Back in October of 2020 we presented our proposed approach to online safety - ironically also in response to a government proposal, albeit about encryption backdoors. In it, we briefly discussed the dangers of absolute determinations of morality from a single cultural perspective:

As uncomfortable as it may be, one man’s terrorist is another man’s freedom fighter, and different jurisdictions have different laws - and it’s not up to the Matrix.org Foundation to play God and adjudicate.
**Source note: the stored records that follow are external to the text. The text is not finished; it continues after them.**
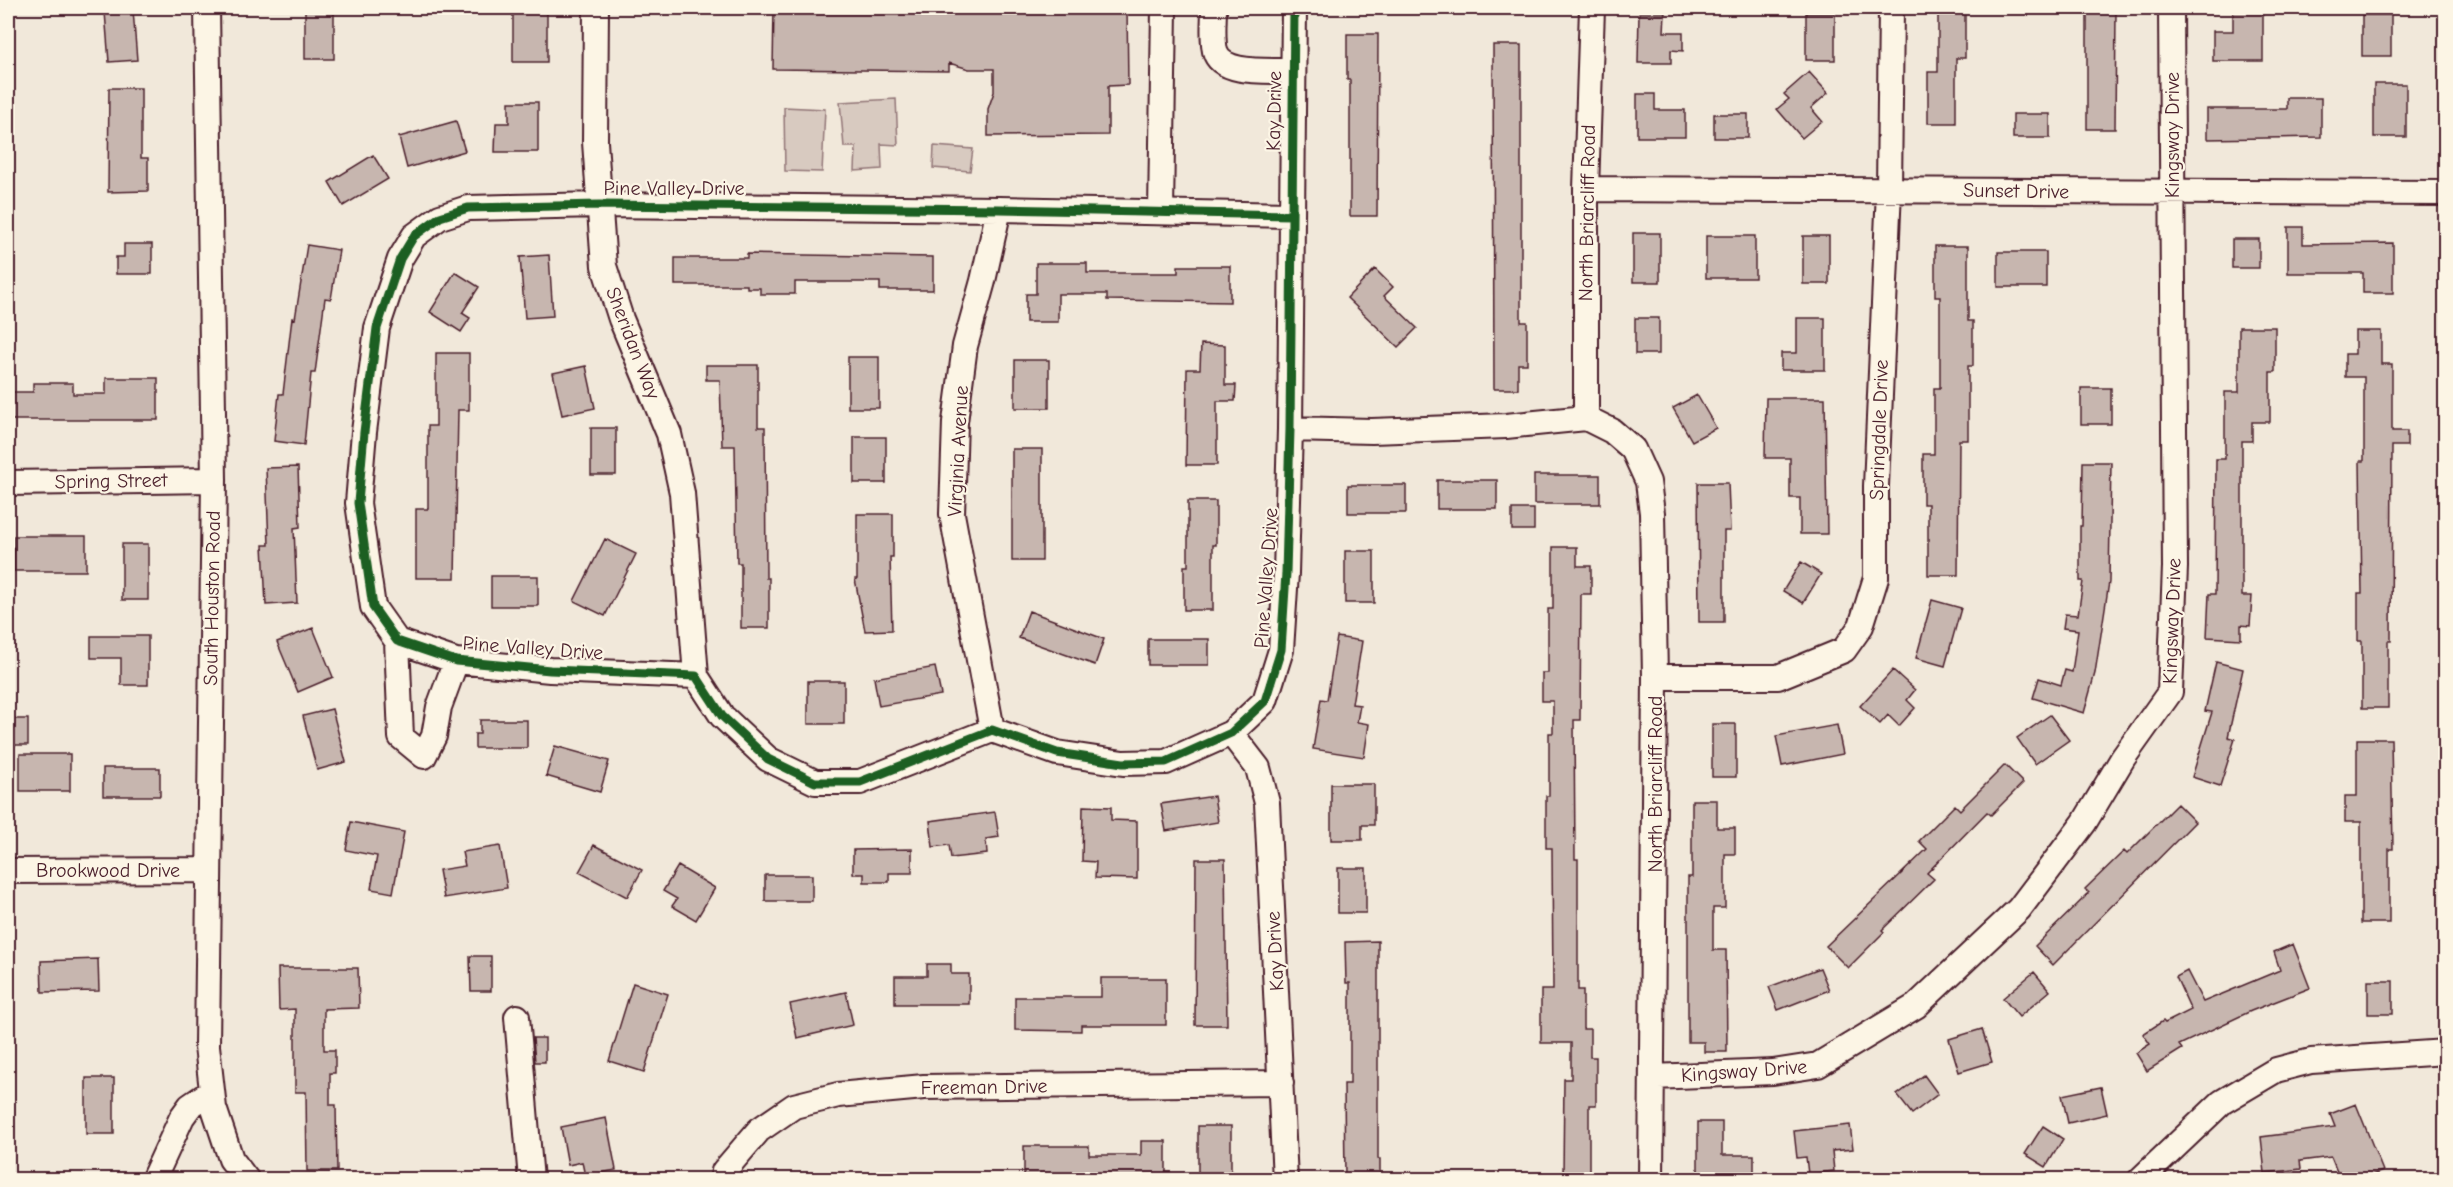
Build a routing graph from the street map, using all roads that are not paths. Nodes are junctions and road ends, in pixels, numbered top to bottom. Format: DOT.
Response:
graph roads {
  1 [pos="207,8"];
  2 [pos="596,8"];
  3 [pos="1164,8"];
  4 [pos="1214,8"];
  5 [pos="1294,8"];
  6 [pos="1592,8"];
  7 [pos="1891,8"];
  8 [pos="2172,8"];
  9 [pos="1293,70"];
  10 [pos="1586,189"];
  11 [pos="1889,190"];
  12 [pos="2172,193"];
  13 [pos="2445,193"];
  14 [pos="599,205"];
  15 [pos="999,209"];
  16 [pos="1161,212"];
  17 [pos="1291,214"];
  18 [pos="1586,418"];
  19 [pos="1290,429"];
  20 [pos="214,480"];
  21 [pos="8,483"];
  22 [pos="397,641"];
  23 [pos="456,661"];
  24 [pos="696,676"];
  25 [pos="1655,676"];
  26 [pos="992,730"];
  27 [pos="1231,733"];
  28 [pos="208,870"];
  29 [pos="8,871"];
  30 [pos="517,1017"];
  31 [pos="2445,1052"];
  32 [pos="1653,1077"];
  33 [pos="1281,1083"];
  34 [pos="212,1091"];
  35 [pos="153,1179"];
  36 [pos="247,1179"];
  37 [pos="531,1179"];
  38 [pos="722,1179"];
  39 [pos="1285,1179"];
  40 [pos="1650,1179"];
  41 [pos="2140,1179"];
  1 -- 20 [label="street, South Houston Road"];
  2 -- 14 [label="street, Sheridan Way"];
  3 -- 16 [label="street"];
  4 -- 9 [label="street"];
  5 -- 9 [label="street, Kay Drive"];
  6 -- 10 [label="street, North Briarcliff Road"];
  7 -- 11 [label="street, Springdale Drive"];
  8 -- 12 [label="street, Kingsway Drive"];
  9 -- 17 [label="street, Kay Drive"];
  10 -- 11 [label="street, Sunset Drive"];
  10 -- 18 [label="street, North Briarcliff Road"];
  11 -- 12 [label="street, Sunset Drive"];
  11 -- 25 [label="street, Springdale Drive"];
  12 -- 13 [label="street, Sunset Drive"];
  12 -- 32 [label="street, Kingsway Drive"];
  14 -- 15 [label="street, Pine Valley Drive"];
  14 -- 22 [label="street, Pine Valley Drive"];
  14 -- 24 [label="street, Sheridan Way"];
  15 -- 16 [label="street, Pine Valley Drive"];
  15 -- 26 [label="street, Virginia Avenue"];
  16 -- 17 [label="street, Pine Valley Drive"];
  17 -- 19 [label="street, Pine Valley Drive"];
  18 -- 19 [label="street"];
  18 -- 25 [label="street, North Briarcliff Road"];
  19 -- 27 [label="street, Pine Valley Drive"];
  20 -- 21 [label="street, Spring Street"];
  20 -- 28 [label="street, South Houston Road"];
  22 -- 23 [label="street, Pine Valley Drive"];
  22 -- 23 [label="street"];
  23 -- 24 [label="street, Pine Valley Drive"];
  24 -- 26 [label="street"];
  25 -- 32 [label="street, North Briarcliff Road"];
  26 -- 27 [label="street, Pine Valley Drive"];
  27 -- 33 [label="street, Kay Drive"];
  28 -- 29 [label="street, Brookwood Drive"];
  28 -- 34 [label="street, South Houston Road"];
  30 -- 37 [label="street"];
  31 -- 41 [label="street"];
  32 -- 40 [label="street, North Briarcliff Road"];
  33 -- 38 [label="street, Freeman Drive"];
  33 -- 39 [label="street, Kay Drive"];
  34 -- 35 [label="street"];
  34 -- 36 [label="street, South Houston Road"];
}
We now find ourselves reading a piece of legislation that essentially demands these determinations from tech companies. The beauty of the human experience lies with its diversity and when we force technology companies to make calls about what is right or wrong - or what is “likely to have adverse psychological or physical impacts” on children - we end up in a dangerous place of centralising and regulating relative morals. Worst of all, when the consequence of getting it wrong is criminal liability for senior managers what do we think will happen?
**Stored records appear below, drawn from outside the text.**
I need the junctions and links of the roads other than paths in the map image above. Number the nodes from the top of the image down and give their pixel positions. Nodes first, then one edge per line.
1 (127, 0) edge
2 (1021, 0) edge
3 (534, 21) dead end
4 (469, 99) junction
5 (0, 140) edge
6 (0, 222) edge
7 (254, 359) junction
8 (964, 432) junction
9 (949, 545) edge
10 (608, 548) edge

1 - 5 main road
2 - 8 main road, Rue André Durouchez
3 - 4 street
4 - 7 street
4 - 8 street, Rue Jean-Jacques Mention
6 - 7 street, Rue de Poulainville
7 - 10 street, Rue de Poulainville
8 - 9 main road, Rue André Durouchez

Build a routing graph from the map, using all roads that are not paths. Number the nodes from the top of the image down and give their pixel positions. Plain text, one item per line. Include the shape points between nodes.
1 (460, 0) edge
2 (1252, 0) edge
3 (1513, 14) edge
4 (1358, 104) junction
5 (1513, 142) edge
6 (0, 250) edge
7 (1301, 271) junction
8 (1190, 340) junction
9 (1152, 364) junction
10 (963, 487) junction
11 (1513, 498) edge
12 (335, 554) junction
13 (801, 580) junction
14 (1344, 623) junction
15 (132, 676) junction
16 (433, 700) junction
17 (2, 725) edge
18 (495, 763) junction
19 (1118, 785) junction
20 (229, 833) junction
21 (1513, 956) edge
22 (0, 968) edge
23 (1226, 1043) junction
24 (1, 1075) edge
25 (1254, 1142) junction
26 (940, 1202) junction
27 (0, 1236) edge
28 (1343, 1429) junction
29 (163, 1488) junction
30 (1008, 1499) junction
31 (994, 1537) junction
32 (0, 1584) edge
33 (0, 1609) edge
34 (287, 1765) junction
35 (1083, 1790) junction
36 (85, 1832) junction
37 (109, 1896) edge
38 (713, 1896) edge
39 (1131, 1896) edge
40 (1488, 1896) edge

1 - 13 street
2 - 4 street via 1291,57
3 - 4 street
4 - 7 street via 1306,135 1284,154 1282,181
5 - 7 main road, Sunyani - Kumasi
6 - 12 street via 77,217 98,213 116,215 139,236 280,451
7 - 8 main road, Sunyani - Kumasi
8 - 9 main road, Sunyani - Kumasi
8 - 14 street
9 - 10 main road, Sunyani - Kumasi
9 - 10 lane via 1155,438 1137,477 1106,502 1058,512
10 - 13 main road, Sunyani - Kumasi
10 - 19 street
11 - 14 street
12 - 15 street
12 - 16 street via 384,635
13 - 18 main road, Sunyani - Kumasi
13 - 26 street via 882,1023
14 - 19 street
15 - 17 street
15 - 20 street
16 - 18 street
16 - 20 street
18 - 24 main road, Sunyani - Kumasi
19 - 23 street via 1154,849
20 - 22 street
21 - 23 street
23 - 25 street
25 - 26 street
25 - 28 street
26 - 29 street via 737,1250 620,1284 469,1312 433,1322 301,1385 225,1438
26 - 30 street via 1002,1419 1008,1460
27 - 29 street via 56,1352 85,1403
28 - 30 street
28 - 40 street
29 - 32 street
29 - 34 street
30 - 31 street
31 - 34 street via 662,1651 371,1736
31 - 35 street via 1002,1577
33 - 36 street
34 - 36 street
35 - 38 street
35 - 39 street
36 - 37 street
Regardless of how omnipresent it is in our daily lives, technology is still not a solution for human problems. Forcing organisations to be judge and jury of human morals for the sake of “free speech” will, ironically, have severe consequences on free speech, as risk profiles will change for fear of liability.
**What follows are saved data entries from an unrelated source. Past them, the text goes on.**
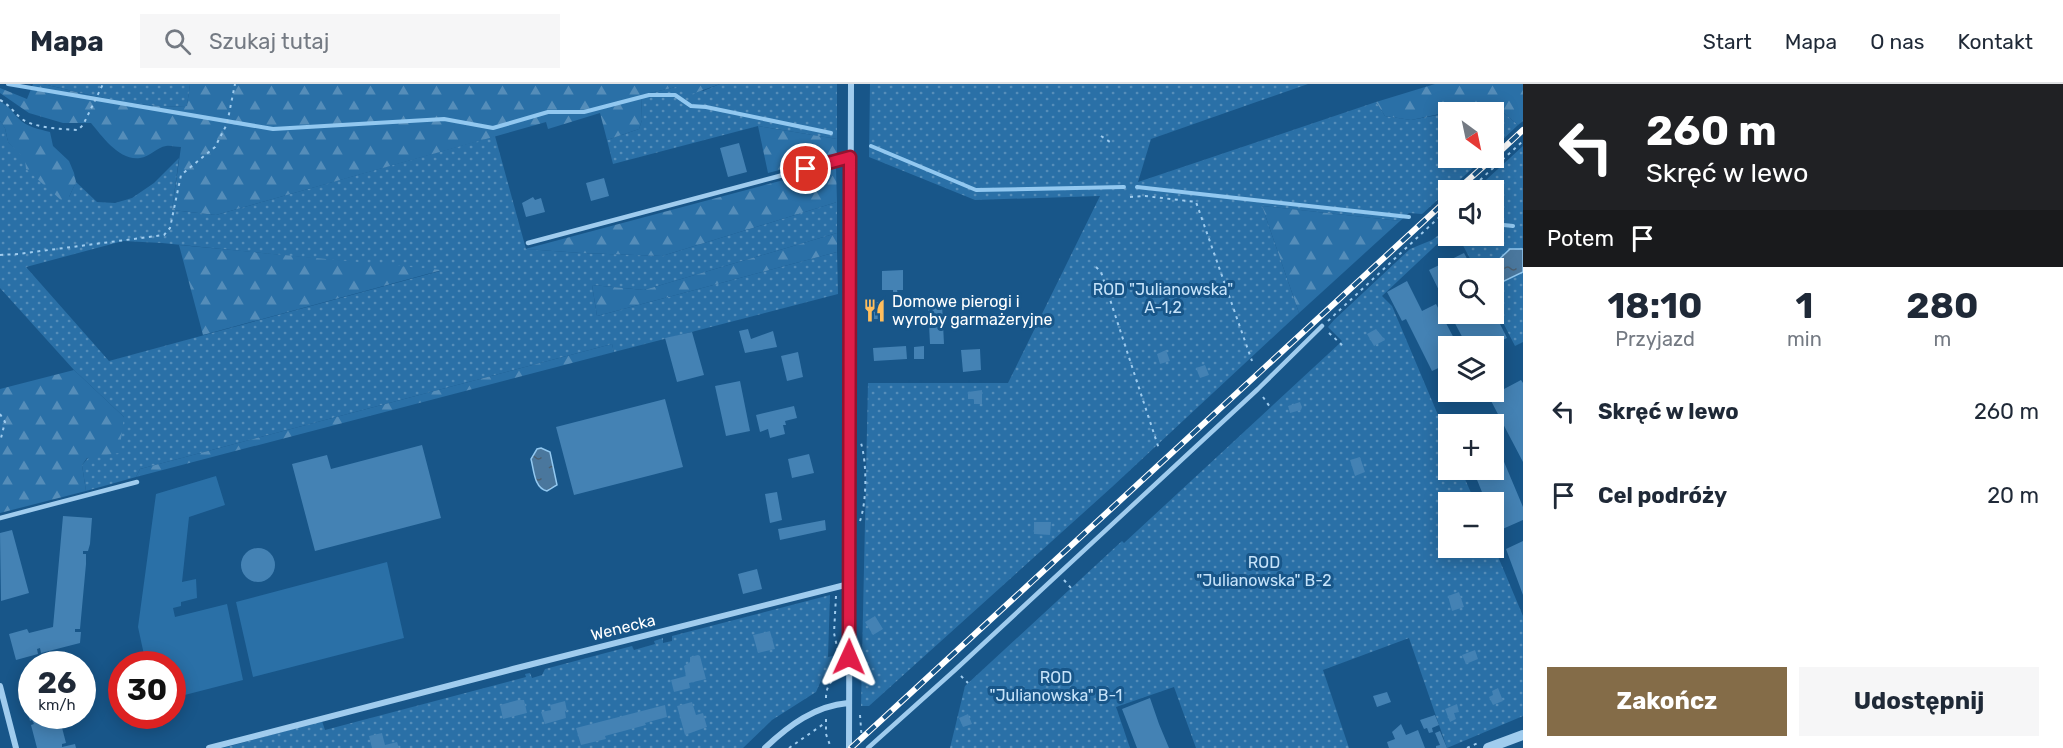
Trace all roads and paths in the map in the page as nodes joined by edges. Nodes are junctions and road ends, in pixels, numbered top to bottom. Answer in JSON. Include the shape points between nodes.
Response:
{"nodes":[{"id":1,"x":103,"y":84,"type":"edge"},
{"id":2,"x":235,"y":84,"type":"edge"},
{"id":3,"x":851,"y":84,"type":"edge"},
{"id":4,"x":0,"y":100,"type":"edge"},
{"id":5,"x":1101,"y":136,"type":"dead end"},
{"id":6,"x":1523,"y":141,"type":"edge"},
{"id":7,"x":1113,"y":144,"type":"dead end"},
{"id":8,"x":850,"y":157,"type":"junction"},
{"id":9,"x":1480,"y":180,"type":"edge"},
{"id":10,"x":1130,"y":197,"type":"dead end"},
{"id":11,"x":1438,"y":218,"type":"edge"},
{"id":12,"x":528,"y":243,"type":"dead end"},
{"id":13,"x":0,"y":255,"type":"edge"},
{"id":14,"x":1096,"y":267,"type":"dead end"},
{"id":15,"x":1322,"y":326,"type":"junction"},
{"id":16,"x":1342,"y":345,"type":"dead end"},
{"id":17,"x":1252,"y":361,"type":"dead end"},
{"id":18,"x":1258,"y":389,"type":"junction"},
{"id":19,"x":1270,"y":407,"type":"dead end"},
{"id":20,"x":0,"y":414,"type":"edge"},
{"id":21,"x":0,"y":442,"type":"edge"},
{"id":22,"x":1159,"y":449,"type":"dead end"},
{"id":23,"x":137,"y":482,"type":"dead end"},
{"id":24,"x":0,"y":518,"type":"edge"},
{"id":25,"x":849,"y":584,"type":"junction"},
{"id":26,"x":843,"y":676,"type":"dead end"},
{"id":27,"x":0,"y":686,"type":"edge"},
{"id":28,"x":826,"y":696,"type":"dead end"},
{"id":29,"x":848,"y":703,"type":"junction"},
{"id":30,"x":1523,"y":735,"type":"edge"},
{"id":31,"x":16,"y":748,"type":"edge"},
{"id":32,"x":209,"y":748,"type":"edge"},
{"id":33,"x":765,"y":748,"type":"edge"},
{"id":34,"x":789,"y":748,"type":"edge"},
{"id":35,"x":831,"y":748,"type":"edge"},
{"id":36,"x":849,"y":748,"type":"edge"},
{"id":37,"x":868,"y":748,"type":"edge"},
{"id":38,"x":1488,"y":748,"type":"edge"}],
"edges":[{"from":1,"to":4,"type":"path","via":[[78,130],[22,120]]},
{"from":2,"to":13,"type":"path","via":[[227,124],[215,147],[181,175],[170,228],[164,235]]},
{"from":3,"to":8,"type":"street"},
{"from":5,"to":7,"type":"path"},
{"from":6,"to":9,"type":"path"},
{"from":8,"to":12,"type":"lane"},
{"from":8,"to":25,"type":"street"},
{"from":10,"to":17,"type":"path","via":[[1196,202]]},
{"from":11,"to":15,"type":"path"},
{"from":14,"to":22,"type":"path","via":[[1101,272]]},
{"from":15,"to":16,"type":"path"},
{"from":15,"to":18,"type":"lane"},
{"from":18,"to":19,"type":"path"},
{"from":18,"to":37,"type":"lane"},
{"from":20,"to":21,"type":"path","via":[[4,422]]},
{"from":23,"to":24,"type":"lane"},
{"from":25,"to":29,"type":"street"},
{"from":25,"to":32,"type":"street","name":"Wenecka"},
{"from":26,"to":28,"type":"path","via":[[831,682]]},
{"from":27,"to":31,"type":"street"},
{"from":29,"to":33,"type":"street","via":[[816,711]]},
{"from":29,"to":36,"type":"street"},
{"from":30,"to":38,"type":"street"},
{"from":34,"to":35,"type":"path","via":[[825,723]]}]}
Forcing a “duty of care” responsibility on organisations which operate online will not only drown small and medium sized companies in administrative tasks and costs, it will further accentuate the existing monopolies by Big Tech. Plainly, Big Tech can afford the regulatory burden - small start-ups can’t. Future creators will have their wings clipped from the offset and we might just miss out on new ideas and projects for fear of legal repercussions. This is a threat to the technology sector, particularly those building on emerging technologies like Matrix. In some ways, it is a threat to democracy and some of the freedoms this bill claims to protect.

These are, quite frankly, steps towards an authoritarian dystopia. If Trust & Safety managers start censoring something as natural as a nipple on the off chance it might cause “adverse psychological impacts” on children, whose freedom of expression are we actually protecting here?

More specifically on the issue of content moderation: the impact assessment provided by the government alongside this bill predicts that the additional costs for companies directly related to the bill will be in the billions, over the course of 10 years. The cost for the government? £400k, in every proposed policy option. Our question is - why are these responsibilities being placed on tech companies, when evidently this is a societal problem?

We are not saying it is up to the government to single-handedly end the existence of Child Sexual Abuse and Exploitation (CSAE) or extremist content online. What we are saying is that it takes more than content filtering, risk assessments and (faulty) age verification processes for it to end. More funding for tech literacy organisations and schools, to give children (and parents) the tools to stay safe is the first thing that comes to mind. Further investment in law enforcement cyber units and the judicial system, improving tech companies’ routes for abuse reporting and allowing the actual judges to do the judging seems pretty sensible too. What is absolutely egregious is the degradation of the digital rights of the majority, due to the wrongdoings of a few.

Our goal with this post is not to be dramatic or alarmist. However, we want to add our voices to the countless digital rights campaigners, individuals and organisations that have been raising the alarm since the early days of this bill. Just like with coercive control and abuse, the degradation of our rights does not happen all at once. It is a slippery slope that starts with something as (seemingly) innocuous as mandatory content scanning for CSAE content and ends with authoritarian surveillance infrastructure. It is our duty to put a stop to this before it even begins.